Wednesday, October 14, 2015

For Whom The Bridge Tolls: Thoughts On A New Cape Cod Canal Bridge


Let's start with some numbers:

Bourne Bridge
Year round daily average (2011) = 42,505 vehicles
Summer daily average = 58,467

Sagamore Bridge
Year round daily average = 51,489
Summer daily average = 70,674

Those numbers lead to impassable traffic jams, jams where ten mile drives take 3 hours.

You've all heard the war stories. "25 mile backups during Hurricane Bob," or "90 minutes from the the 6A/130 intersection to the Sagamore Bridge during the Mother's Day Massacre of 2012."

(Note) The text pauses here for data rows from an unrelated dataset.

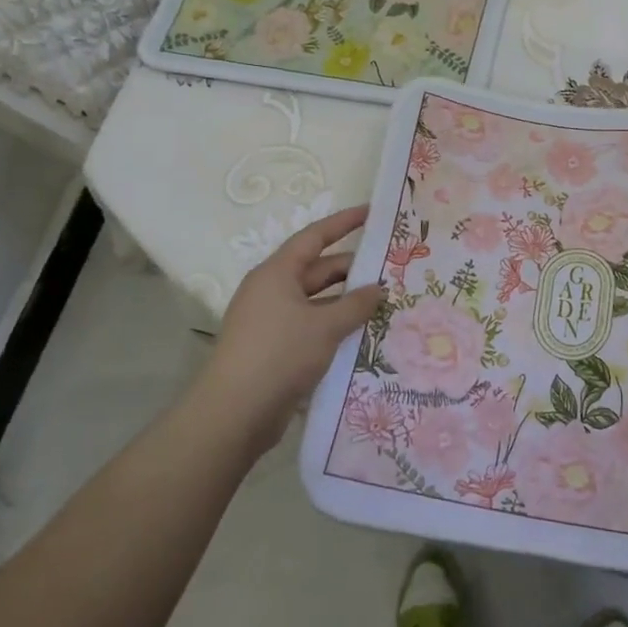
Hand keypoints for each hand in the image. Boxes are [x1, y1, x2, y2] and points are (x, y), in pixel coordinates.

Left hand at [200, 204, 384, 454]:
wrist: (235, 413)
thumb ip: (356, 304)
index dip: (344, 223)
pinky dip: (335, 325)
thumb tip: (379, 288)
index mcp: (277, 273)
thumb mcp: (326, 326)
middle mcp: (272, 290)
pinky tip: (363, 334)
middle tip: (392, 270)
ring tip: (386, 304)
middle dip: (353, 270)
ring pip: (318, 301)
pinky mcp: (275, 347)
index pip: (315, 237)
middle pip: (318, 270)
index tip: (372, 213)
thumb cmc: (279, 354)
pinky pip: (312, 325)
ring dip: (347, 302)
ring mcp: (272, 320)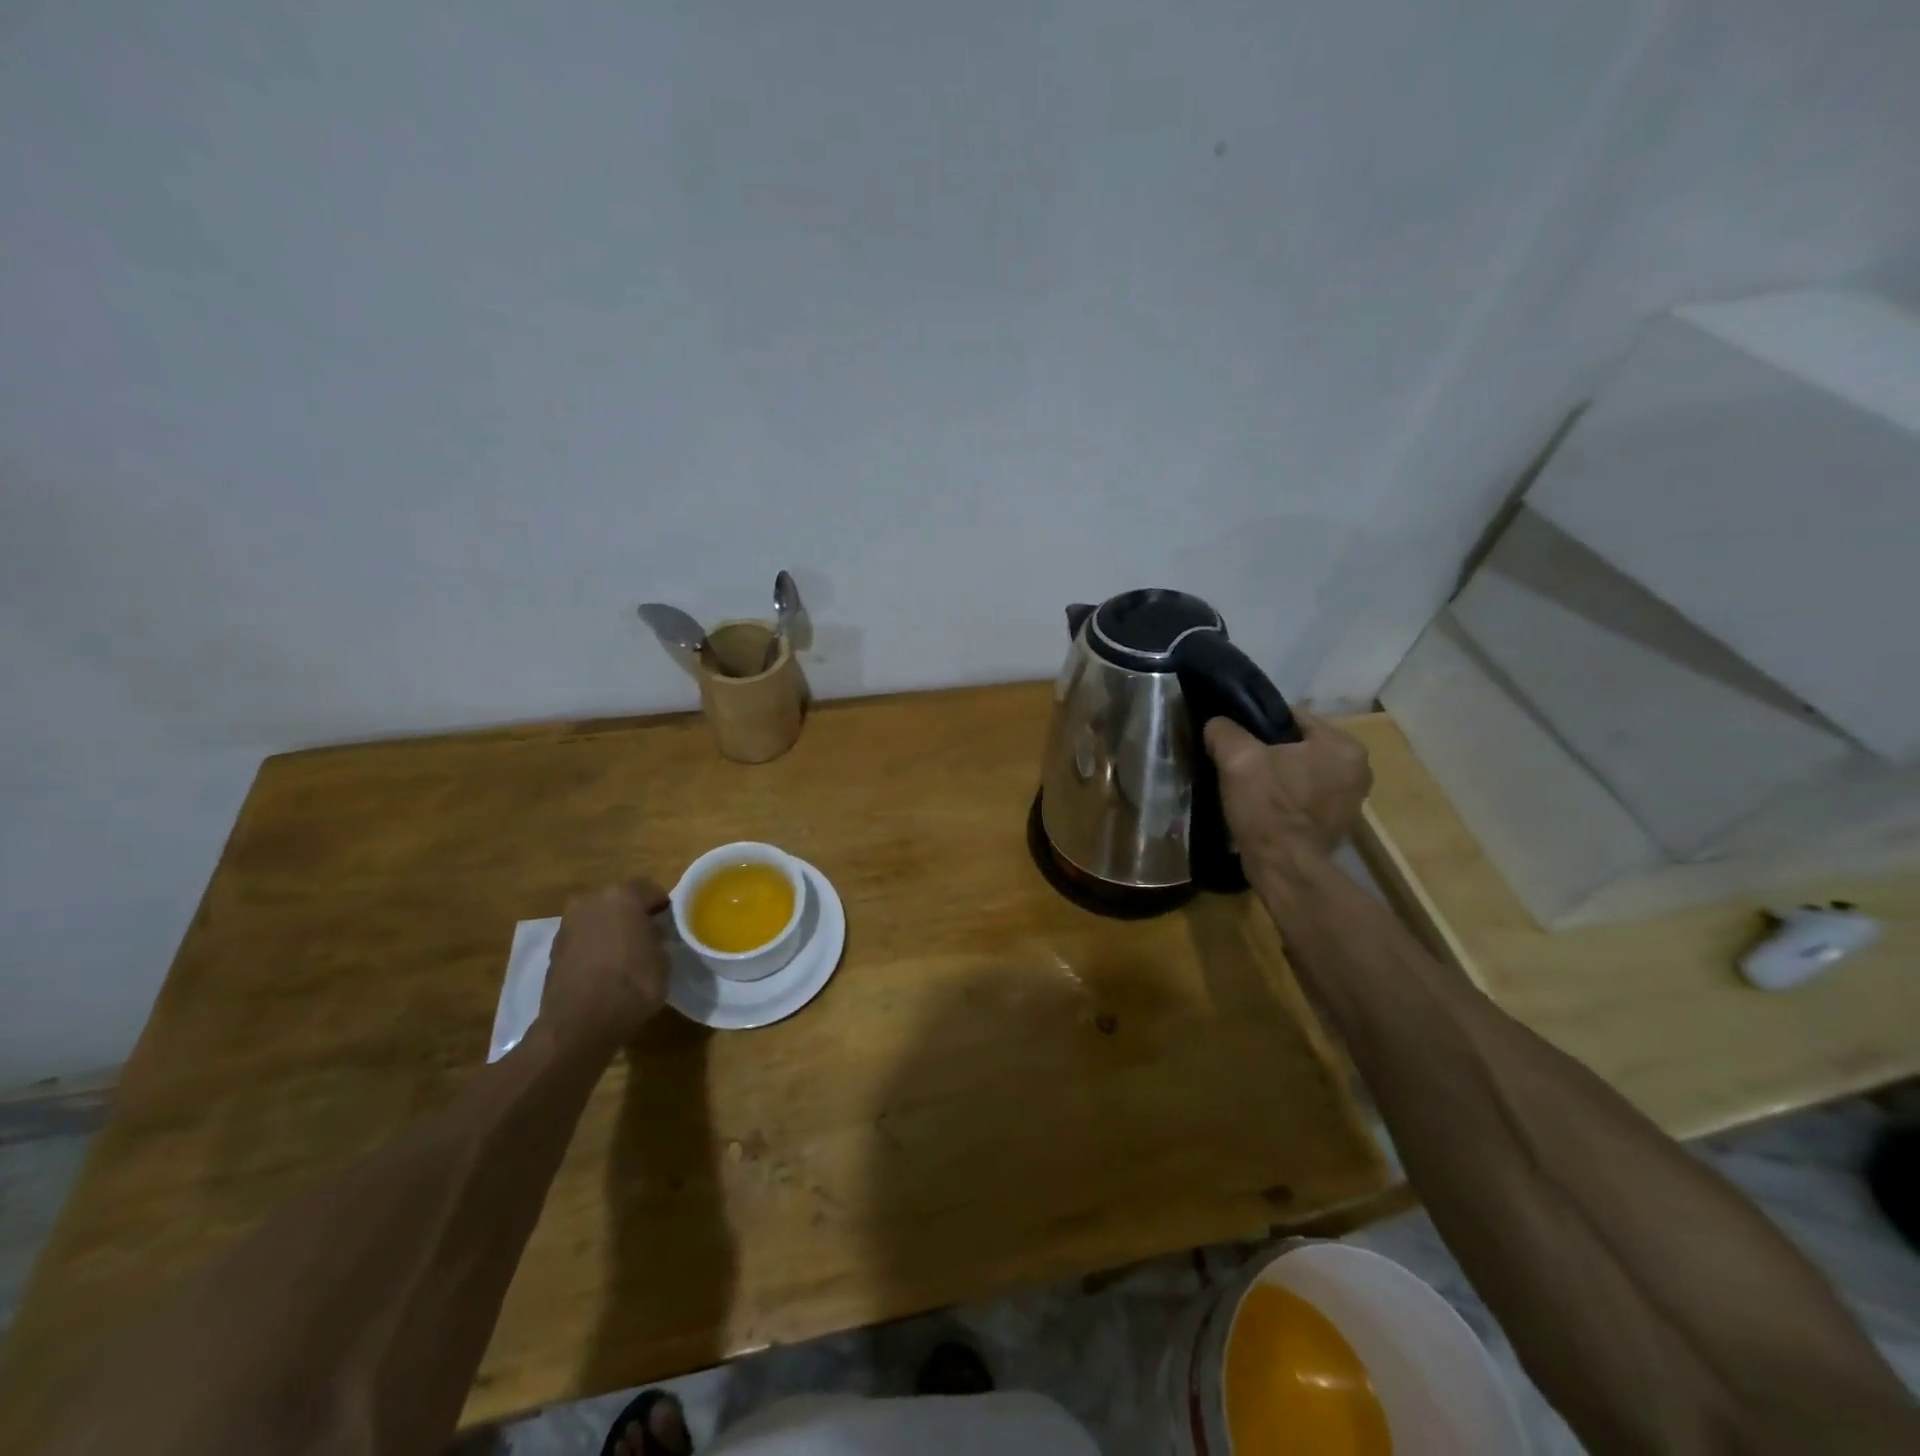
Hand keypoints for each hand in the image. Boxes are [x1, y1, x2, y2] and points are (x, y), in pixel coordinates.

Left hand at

Bourne residents literally can't go anywhere and hope to come back on Friday afternoons, Saturday/Sunday mornings, Sunday nights, during the Monday commute, and/or during any holiday/event.

Emergency evacuation is impossible, property values suffer, the quality of life is lowered, and the last sentence of the previous paragraph is literally saying "as a Bourne resident, you sacrifice a sizable % of your waking life to traffic."

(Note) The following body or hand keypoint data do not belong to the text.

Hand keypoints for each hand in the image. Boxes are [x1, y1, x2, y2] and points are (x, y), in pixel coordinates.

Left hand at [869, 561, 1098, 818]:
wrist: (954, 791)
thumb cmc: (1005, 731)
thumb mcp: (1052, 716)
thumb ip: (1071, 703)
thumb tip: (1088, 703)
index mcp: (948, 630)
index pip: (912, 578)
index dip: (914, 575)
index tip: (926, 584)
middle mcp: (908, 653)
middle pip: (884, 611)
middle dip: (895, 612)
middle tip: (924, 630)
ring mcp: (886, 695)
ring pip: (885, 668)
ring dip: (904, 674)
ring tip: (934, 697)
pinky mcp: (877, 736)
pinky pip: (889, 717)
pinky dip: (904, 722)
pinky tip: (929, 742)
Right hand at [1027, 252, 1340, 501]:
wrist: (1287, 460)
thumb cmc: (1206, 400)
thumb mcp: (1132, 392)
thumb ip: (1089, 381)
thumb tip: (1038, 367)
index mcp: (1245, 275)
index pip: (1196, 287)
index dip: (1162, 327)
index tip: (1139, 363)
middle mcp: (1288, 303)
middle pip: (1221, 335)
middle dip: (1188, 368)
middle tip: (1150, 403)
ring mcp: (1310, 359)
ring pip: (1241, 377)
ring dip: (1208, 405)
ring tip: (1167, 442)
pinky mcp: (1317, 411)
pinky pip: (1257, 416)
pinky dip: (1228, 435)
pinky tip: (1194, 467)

This would be tolerable in Boston, where there are a million people zipping about. It shouldn't be the case in Buzzards Bay, where 3000 souls can be found on any given day. It makes me want to scream at someone more than I care to admit.



Here's how I see it....

* We need a third bridge.

* We need a third road leading up to and away from that bridge.

* If we want it, we'll have to pay for it.

* We'll pay for it with a toll bridge.

* The tolls will be there forever, even after the bridge is paid off.

* Prices will increase as businesses pass the toll costs onto the consumers.

* We shall eventually pay billions for a $300 million bridge.

* Splitting traffic up at the Christmas Tree Shop and then merging it back together 400 yards across the Canal will not resolve our traffic problems. It may in fact make it worse.

* The bridge will not meet the stated goal of easing traffic volume at all, and it serves no other purpose.

* We'll pay for this useless bridge for the rest of our lives and the lives of our descendants.

* If we don't do something, this nightmare is imminent.

* It seems to have fallen to me to brainstorm something.



I'm not picking on MA State Rep. Randy Hunt or Cape Cod Commission CEO Wendy Northcross there. Randy is obviously putting thought and effort into the problem, and Wendy answered almost everything I asked her about the topic. They just don't seem to see the basic problems inherent in this situation, or they feel that the problems are tenable and/or unavoidable.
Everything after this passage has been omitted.